We have previously discussed why borrowers and purchasers should independently evaluate environmental conditions at their properties and simply rely on phase 1 reports prepared by their lenders or sellers. Click Here. Borrowers typically believe that a site is “clean” if a bank determines that a Phase 1 is acceptable. However, what many purchasers or do not realize is that lenders are positioned differently than property owners from a liability standpoint and therefore may have risk tolerances that are different from those who take title to potentially contaminated property. In addition, unsophisticated property owners or potential purchasers often mistakenly believe that a phase 1 is a comprehensive environmental compliance audit and do not understand the limited scope of the standard E1527-05 phase 1 environmental site assessment.
Lack of due diligence or reliance on pre-existing is a frequent problem in smaller transactions. This was illustrated in C.V. Company, LLC v Ben Realty Corp et al, 2009 Misc. LEXIS 3091 (Sup. Ct.-Nassau Cty 11/9/09) where the defendants agreed to purchase a commercial property located in Bay Shore, Long Island In 2003 for $375K. The “as is” contract provided that the defendants had inspected the property, they did not rely on any representations not set forth in the contract, and that they could not rely upon representations made by the seller. After the defendants were unable to obtain financing to purchase the property, the seller/plaintiff agreed to take took back a five-year $ 375K interest-only mortgage. The principals of the purchaser also executed a personal guaranty in favor of the seller.
The defendants did not perform their own due diligence but instead relied on a Phase I Environmental Site Assessment provided by the broker that had been prepared for Greenpoint Savings Bank in connection with the plaintiff’s purchase of the property in 2000. The October 2000 Phase 1 indicated that a gas station had operated at the property from 1968 until the early 1980’s and that a 6,000-gallon UST had been removed in June of 1981. The report concluded that “no additional testing of the property was necessary or even advisable.” The report went on to state that “the subsurface area of and in the immediate vicinity of the subject property contains a highly developed infrastructure which makes the penetration of contaminated ground water or soil stemming from sites other than those immediately adjacent to the subject properties difficult and, therefore, unlikely. It is therefore the opinion of this Environmental consultant that there is little risk of subsurface soil and/or ground water contamination at this property and that the cost of on-site sampling and analysis to ascertain subsurface soil and groundwater quality are not justified at this time.”
In 2008, the defendants faced an impending balloon payment from the expiring seller mortgage. They tried to refinance but a phase 2 required by a potential lender revealed that the property was contaminated. The defendants failed to tender the balloon payment and the seller/mortgagee filed a lawsuit seeking to recover the balance due under the mortgage note and to enforce the personal guaranty executed by the principals of the company they formed to take title to the property. The defendants filed counterclaims alleging the plaintiff fraudulently sold them a contaminated property.
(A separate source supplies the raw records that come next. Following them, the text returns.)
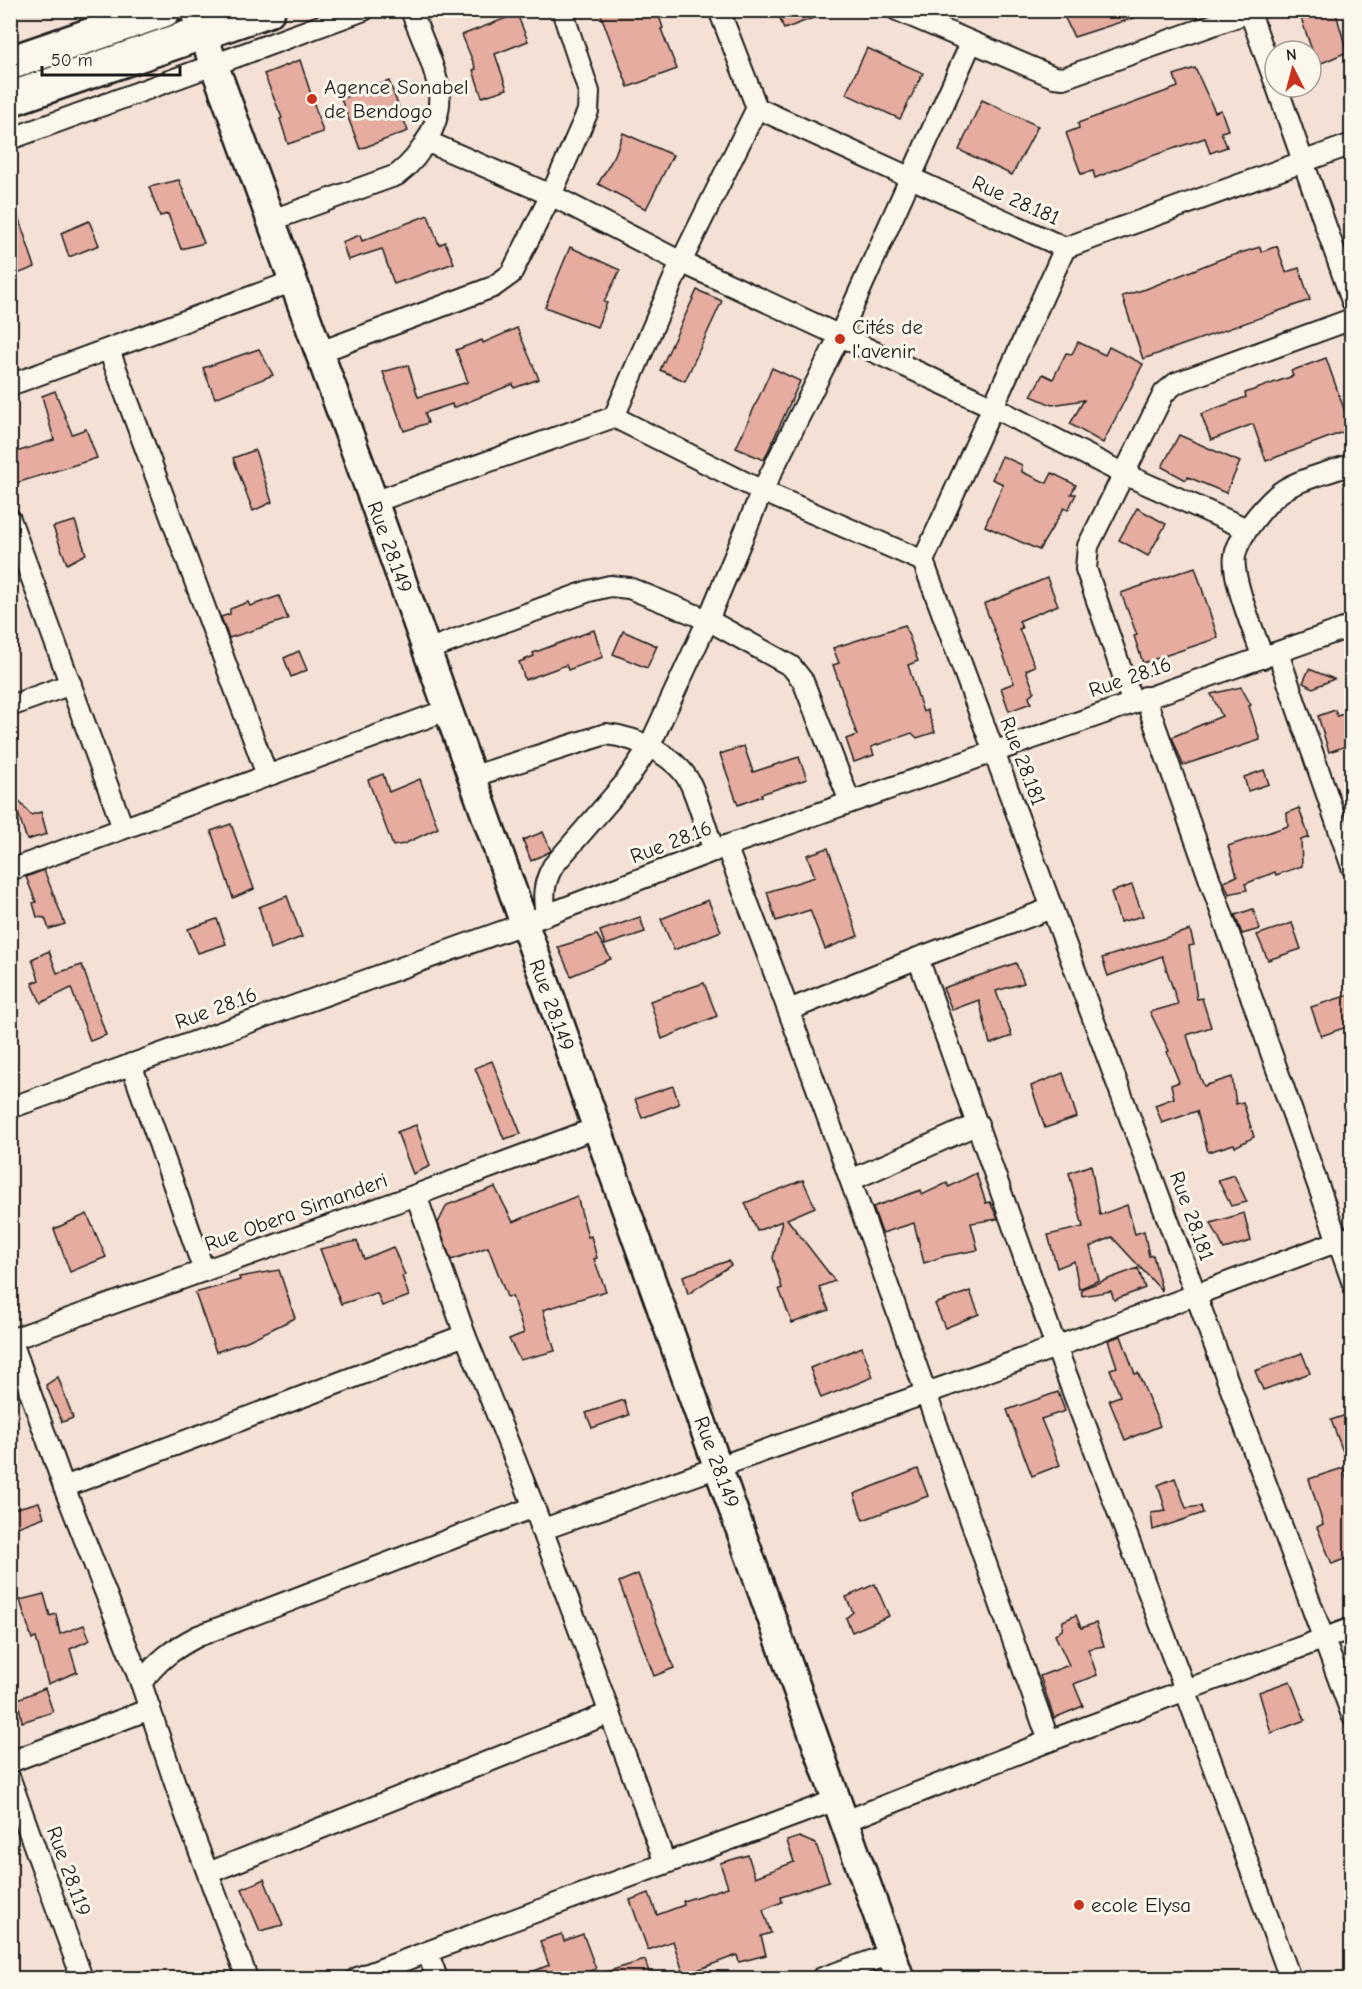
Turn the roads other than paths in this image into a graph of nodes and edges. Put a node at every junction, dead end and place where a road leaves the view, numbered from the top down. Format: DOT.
graph roads {
  1 [pos="164,10"];
  2 [pos="268,10"];
  3 [pos="364,10"];
  4 [pos="411,10"];
  5 [pos="562,10"];
  6 [pos="719,10"];
  7 [pos="897,10"];
  8 [pos="1251,11"];
  9 [pos="198,22"];
  10 [pos="971,43"];
  11 [pos="1263,46"];
  12 [pos="10,63"];
  13 [pos="215,64"];
  14 [pos="10,99"];
  15 [pos="1281,99"];
  16 [pos="757,108"];
  17 [pos="10,139"];
  18 [pos="426,141"];
  19 [pos="1352,144"];
  20 [pos="1304,161"];
  21 [pos="909,177"];
  22 [pos="551,195"];
  23 [pos="273,220"];
  24 [pos="1065,248"];
  25 [pos="681,262"];
  26 [pos="294,281"];
  27 [pos="1352,301"];
  28 [pos="1352,320"];
  29 [pos="838,337"];
  30 [pos="109,350"];
  31 [pos="320,352"];
  32 [pos="10,385"];
  33 [pos="993,408"];
  34 [pos="614,417"];
  35 [pos="1352,464"];
  36 [pos="1124,474"];
  37 [pos="762,491"];
  38 [pos="374,502"];
  39 [pos="10,519"];
  40 [pos="1247,529"];
  41 [pos="15,547"];
  42 [pos="923,561"];
  43 [pos="708,620"];
  44 [pos="1352,626"];
  45 [pos="427,650"];
  46 [pos="1270,655"];
  47 [pos="71,684"];
  48 [pos="1139,699"];
  49 [pos="10,706"];
  50 [pos="447,710"];
  51 [pos="649,747"];
  52 [pos="993,751"];
  53 [pos="267,775"];
  54 [pos="471,777"];
  55 [pos="850,802"];
  56 [pos="123,828"];
  57 [pos="720,849"];
  58 [pos="1352,867"];
  59 [pos="10,870"];
  60 [pos="1052,908"];
  61 [pos="535,920"];
  62 [pos="918,958"];
  63 [pos="789,1010"];
  64 [pos="131,1064"];
  65 [pos="10,1108"];
  66 [pos="978,1124"];
  67 [pos="596,1128"];
  68 [pos="851,1180"];
  69 [pos="416,1195"];
  70 [pos="1345,1238"];
  71 [pos="204,1270"];
  72 [pos="1352,1281"];
  73 [pos="1197,1296"];
  74 [pos="465,1335"];
  75 [pos="11,1340"];
  76 [pos="1056,1347"];
  77 [pos="924,1392"];
  78 [pos="718,1466"];
  79 [pos="64,1487"];
  80 [pos="534,1507"];
  81 [pos="541,1530"];
  82 [pos="1352,1628"];
  83 [pos="1324,1639"];
  84 [pos="141,1683"];
  85 [pos="1186,1692"];
  86 [pos="150,1709"];
  87 [pos="610,1713"];
  88 [pos="1352,1715"];
  89 [pos="1049,1741"];
  90 [pos="10,1762"];
  91 [pos="10,1779"];
  92 [pos="839,1811"];
  93 [pos="664,1863"];
  94 [pos="208,1873"];
  95 [pos="428,1954"];
  96 [pos="895,1966"];
  97 [pos="82,1978"];
  98 [pos="247,1978"];
  99 [pos="357,1978"];
  100 [pos="437,1978"];
  101 [pos="822,1978"];
  102 [pos="1290,1978"];
  1 -- 12 [label="highway"];
  2 -- 9 [label="highway"];
  3 -- 13 [label="street"];
  4 -- 18 [label="street"];
  5 -- 22 [label="street"];
  6 -- 16 [label="street"];
  7 -- 10 [label="street"];
  8 -- 10 [label="street"];
  8 -- 11 [label="street"];
  9 -- 13 [label="street, Rue 28.149"];
  9 -- 14 [label="highway"];
  10 -- 21 [label="street"];
  13 -- 17 [label="street"];
  13 -- 23 [label="street, Rue 28.149"];
  15 -- 20 [label="street"];
  16 -- 21 [label="street, Rue 28.181"];
  16 -- 25 [label="street"];
  18 -- 22 [label="street"];
  18 -- 23 [label="street"];
  19 -- 20 [label="street"];
  20 -- 24 [label="street"];
  20 -- 27 [label="street"];
  21 -- 24 [label="street, Rue 28.181"];
  21 -- 29 [label="street"];
  22 -- 25 [label="street"];
  22 -- 31 [label="street"];
  23 -- 26 [label="street, Rue 28.149"];
  24 -- 33 [label="street, Rue 28.181"];
  25 -- 29 [label="street"];
  25 -- 34 [label="street"];
  26 -- 30 [label="street"];
  26 -- 31 [label="street, Rue 28.149"];
  28 -- 36 [label="street"];
  29 -- 33 [label="street"];
  29 -- 37 [label="street"];
  30 -- 32 [label="street"];
  30 -- 53 [label="street"];
  31 -- 38 [label="street, Rue 28.149"];
  33 -- 36 [label="street"];
  33 -- 42 [label="street, Rue 28.181"];
  34 -- 37 [label="street"];
  34 -- 38 [label="street"];
  35 -- 40 [label="street"];
  36 -- 40 [label="street"];
  36 -- 48 [label="street"];
  37 -- 42 [label="street"];
  37 -- 43 [label="street"];
  38 -- 45 [label="street, Rue 28.149"];
  39 -- 41 [label="street"];
  40 -- 46 [label="street"];
  41 -- 47 [label="street"];
  42 -- 52 [label="street, Rue 28.181"];
  43 -- 45 [label="street"];
  43 -- 51 [label="street"];
  43 -- 55 [label="street"];
  44 -- 46 [label="street, Rue 28.16"];
  45 -- 50 [label="street, Rue 28.149"];
  46 -- 48 [label="street, Rue 28.16"];
  46 -- 58 [label="street"];
  47 -- 49 [label="street"];
  47 -- 56 [label="street"];
  48 -- 52 [label="street, Rue 28.16"];
  48 -- 70 [label="street"];
  50 -- 53 [label="street"];
  50 -- 54 [label="street, Rue 28.149"];
  51 -- 54 [label="street"];
  51 -- 57 [label="street"];
  51 -- 61 [label="street"];
  52 -- 55 [label="street, Rue 28.16"];
  52 -- 60 [label="street, Rue 28.181"];
  53 -- 56 [label="street"];
  54 -- 61 [label="street, Rue 28.149"];
  55 -- 57 [label="street, Rue 28.16"];
  56 -- 59 [label="street"];
  57 -- 61 [label="street, Rue 28.16"];
  57 -- 63 [label="street"];
  60 -- 62 [label="street"];
  60 -- 73 [label="street, Rue 28.181"];
  61 -- 64 [label="street, Rue 28.16"];
  61 -- 67 [label="street, Rue 28.149"];
  62 -- 63 [label="street"];
  62 -- 66 [label="street"];
  63 -- 68 [label="street"];
  64 -- 65 [label="street, Rue 28.16"];
  64 -- 71 [label="street"];
  66 -- 68 [label="street"];
  66 -- 76 [label="street"];
  67 -- 69 [label="street, Rue Obera Simanderi"];
  67 -- 78 [label="street, Rue 28.149"];
  68 -- 77 [label="street"];
  69 -- 71 [label="street, Rue Obera Simanderi"];
  69 -- 74 [label="street"];
  70 -- 72 [label="street"];
  70 -- 73 [label="street"];
  71 -- 75 [label="street, Rue Obera Simanderi"];
  73 -- 76 [label="street"];
  73 -- 83 [label="street, Rue 28.181"];
  74 -- 79 [label="street"];
  74 -- 80 [label="street"];
  75 -- 79 [label="street"];
  76 -- 77 [label="street"];
  76 -- 85 [label="street"];
  77 -- 78 [label="street"];
  77 -- 89 [label="street"];
  78 -- 81 [label="street"];
  78 -- 92 [label="street, Rue 28.149"];
  79 -- 84 [label="street"];
  80 -- 81 [label="street"];
  80 -- 84 [label="street"];
  81 -- 87 [label="street"];
  82 -- 83 [label="street"];
  83 -- 85 [label="street"];
  83 -- 88 [label="street, Rue 28.181"];
  84 -- 86 [label="street"];
  85 -- 89 [label="street"];
  85 -- 102 [label="street"];
  86 -- 90 [label="street"];
  86 -- 94 [label="street"];
  87 -- 93 [label="street"];
  87 -- 94 [label="street"];
  89 -- 92 [label="street"];
  91 -- 97 [label="street, Rue 28.119"];
  92 -- 93 [label="street"];
  92 -- 96 [label="street, Rue 28.149"];
  93 -- 95 [label="street"];
  94 -- 98 [label="street"];
  95 -- 99 [label="street"];
  95 -- 100 [label="street"];
  96 -- 101 [label="street"];
}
On the plaintiff’s motion for summary judgment, the court dismissed all of the defendants’ counterclaims and affirmative defenses. On the defendants’ estoppel defense, the court said that even assuming that the plaintiff knew of the contamination and concealed it and even misled the defendants via oral representations, the Phase I clearly alerted the defendants to the possibility of contamination. Therefore, any reliance by the defendants on such alleged representations to the contrary was not justified
On the defendants’ negligent misrepresentation counterclaim, the court noted that phase 1 contained a disclaimer that the report was “limited in budget and scope” and further stated that it “is not and should not be considered a warranty or guarantee about the presence or absence of environmental contaminants which might affect the subject property” Moreover, the court pointed out that the report stated that “The nature of subsurface soil and ground water at the subject property cannot be confirmed, given the limited budget and scope of this Phase I Environmental Survey.”
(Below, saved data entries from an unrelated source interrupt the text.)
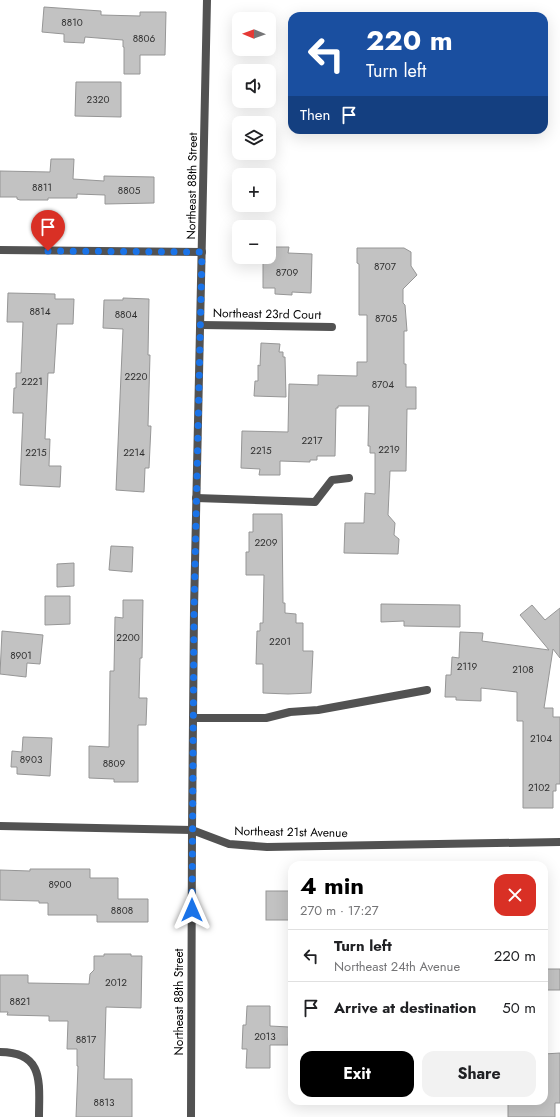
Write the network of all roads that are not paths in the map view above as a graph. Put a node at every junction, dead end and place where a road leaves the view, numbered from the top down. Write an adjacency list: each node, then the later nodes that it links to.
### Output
1 (207, 0): 3 (street, Northeast 88th Street)
2 (0, 250): 3 (street)
3 (202, 252): 4 (street, Northeast 88th Street)
4 (201, 325): 5 (street, Northeast 23rd Court); 7 (street, Northeast 88th Street)
5 (332, 327)
6 (349, 478): 7 (street)
7 (196, 498): 9 (street, Northeast 88th Street)
8 (427, 690): 9 (street)
9 (193, 718): 11 (street, Northeast 88th Street)
10 (0, 826): 11 (street, Northeast 21st Avenue)
11 (192, 830): 12 (street, Northeast 21st Avenue); 15 (street, Northeast 88th Street)
12 (560, 842)
13 (0, 1052): 14 (street)
14 (39, 1117)
15 (191, 1117)

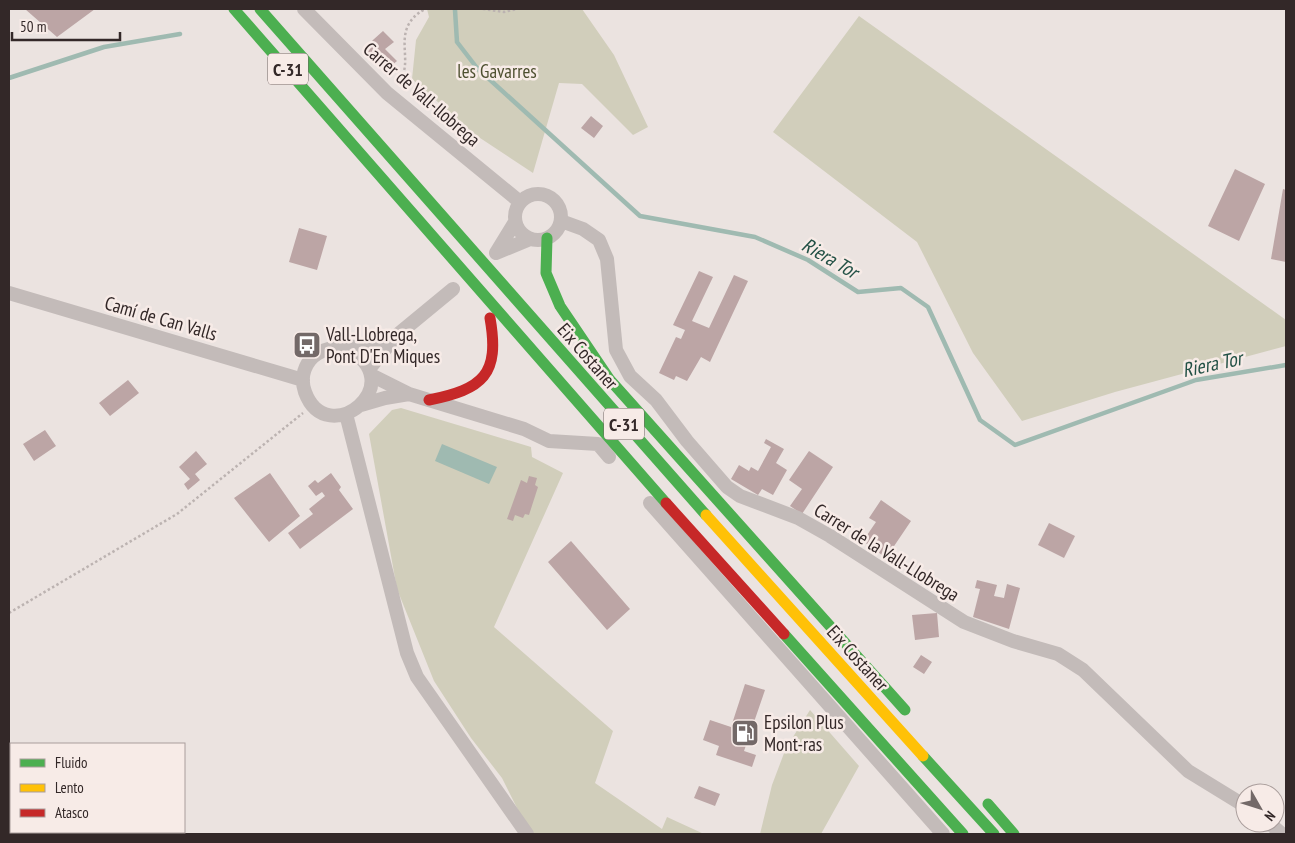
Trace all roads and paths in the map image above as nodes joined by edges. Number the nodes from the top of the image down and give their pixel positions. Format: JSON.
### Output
{"nodes":[{"id":1,"x":234,"y":9,"type":"edge"},
{"id":2,"x":260,"y":9,"type":"edge"},
{"id":3,"x":304,"y":9,"type":"edge"},
{"id":4,"x":425,"y":9,"type":"edge"},
{"id":5,"x":483,"y":9,"type":"edge"},
{"id":6,"x":517,"y":9,"type":"edge"},
{"id":7,"x":387,"y":92,"type":"junction"},
{"id":8,"x":341,"y":129,"type":"junction"},
{"id":9,"x":520,"y":202,"type":"junction"},
{"id":10,"x":560,"y":221,"type":"junction"},
{"id":11,"x":515,"y":222,"type":"junction"},
{"id":12,"x":530,"y":238,"type":"junction"},
{"id":13,"x":546,"y":238,"type":"junction"},
{"id":14,"x":454,"y":289,"type":"dead end"},
{"id":15,"x":9,"y":293,"type":"edge"},
{"id":16,"x":490,"y":318,"type":"junction"},
{"id":17,"x":396,"y":336,"type":"junction"},
{"id":18,"x":346,"y":348,"type":"junction"},
{"id":19,"x":370,"y":372,"type":"junction"},
{"id":20,"x":303,"y":380,"type":"junction"},
{"id":21,"x":547,"y":385,"type":"dead end"},
{"id":22,"x":410,"y":394,"type":"junction"},
{"id":23,"x":429,"y":400,"type":"junction"},
{"id":24,"x":361,"y":405,"type":"junction"},
{"id":25,"x":312,"y":406,"type":"junction"},
{"id":26,"x":346,"y":414,"type":"junction"},
{"id":27,"x":585,"y":429,"type":"dead end"},
{"id":28,"x":598,"y":444,"type":"junction"},
{"id":29,"x":9,"y":613,"type":"edge"},
{"id":30,"x":914,"y":721,"type":"dead end"},
{"id":31,"x":980,"y":794,"type":"dead end"},
{"id":32,"x":1235,"y":800,"type":"edge"},
{"id":33,"x":527,"y":834,"type":"edge"},
{"id":34,"x":943,"y":834,"type":"edge"},
{"id":35,"x":963,"y":834,"type":"edge"},
{"id":36,"x":994,"y":834,"type":"edge"},
{"id":37,"x":1014,"y":834,"type":"edge"}],
"edges":[{"from":1,"to":8,"type":"highway","number":"C-31"},
{"from":2,"to":36,"type":"highway","name":"Eix Costaner","number":"C-31"},
{"from":3,"to":7,"type":"street","name":"Carrer de Vall-llobrega"},
{"from":4,"to":7,"type":"path"},
{"from":5,"to":6,"type":"path"},
{"from":7,"to":9,"type":"street","name":"Carrer de Vall-llobrega"},
{"from":8,"to":16,"type":"highway"},
{"from":8,"to":35,"type":"highway","number":"C-31"},
{"from":9,"to":10,"type":"street"},
{"from":9,"to":11,"type":"street"},
{"from":10,"to":13,"type":"street"},
{"from":10,"to":32,"type":"street","name":"Carrer de la Vall-Llobrega"},
{"from":11,"to":12,"type":"street"},
{"from":11,"to":12,"type":"street"},
{"from":12,"to":13,"type":"street"},
{"from":13,"to":30,"type":"highway"},
{"from":14,"to":17,"type":"street"},
{"from":15,"to":20,"type":"street","name":"Camí de Can Valls"},
{"from":16,"to":21,"type":"highway"},
{"from":16,"to":23,"type":"highway"},
{"from":17,"to":18,"type":"street"},
{"from":17,"to":19,"type":"street"},
{"from":18,"to":19,"type":"street"},
{"from":18,"to":20,"type":"street"},
{"from":19,"to":22,"type":"street"},
{"from":19,"to":24,"type":"street"},
{"from":20,"to":25,"type":"street"},
{"from":22,"to":23,"type":"street"},
{"from":22,"to":24,"type":"street"},
{"from":23,"to":28,"type":"street"},
{"from":24,"to":26,"type":"street"},
{"from":25,"to":26,"type":"street"},
{"from":25,"to":29,"type":"path"},
{"from":26,"to":33,"type":"street"},
{"from":27,"to":28,"type":"highway"},
{"from":28,"to":34,"type":"street"},
{"from":31,"to":37,"type":"highway"}]}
On the negligent misrepresentation claim, the court ruled that because of the disclaimer language in the Phase I, the fact that the property’s questionable history was openly disclosed in the Phase I and because the Phase I was inconclusive about the property’s condition, the defendants could not have reasonably or justifiably relied on any representations alleged to be made the plaintiff to the contrary.
The court observed that the fact that contamination was detected when samples were collected five years later showed the condition of the property was readily ascertained. Thus, the court said the cause of the defendants’ damages was their failure to fully investigate the property. In the absence of any allegations that the plaintiff thwarted their efforts to conduct their own due diligence, the court dismissed the defendants’ fraud claim.
The court also dismissed the defendants Navigation Law, holding that defendants simply alleged that the plaintiff knew about the contamination but had not asserted that the plaintiff caused or contributed to the petroleum discharge.
The defendants initially appealed the grant of summary judgement and dismissal of their claims. However, the parties subsequently settled the matter and the appeal was withdrawn.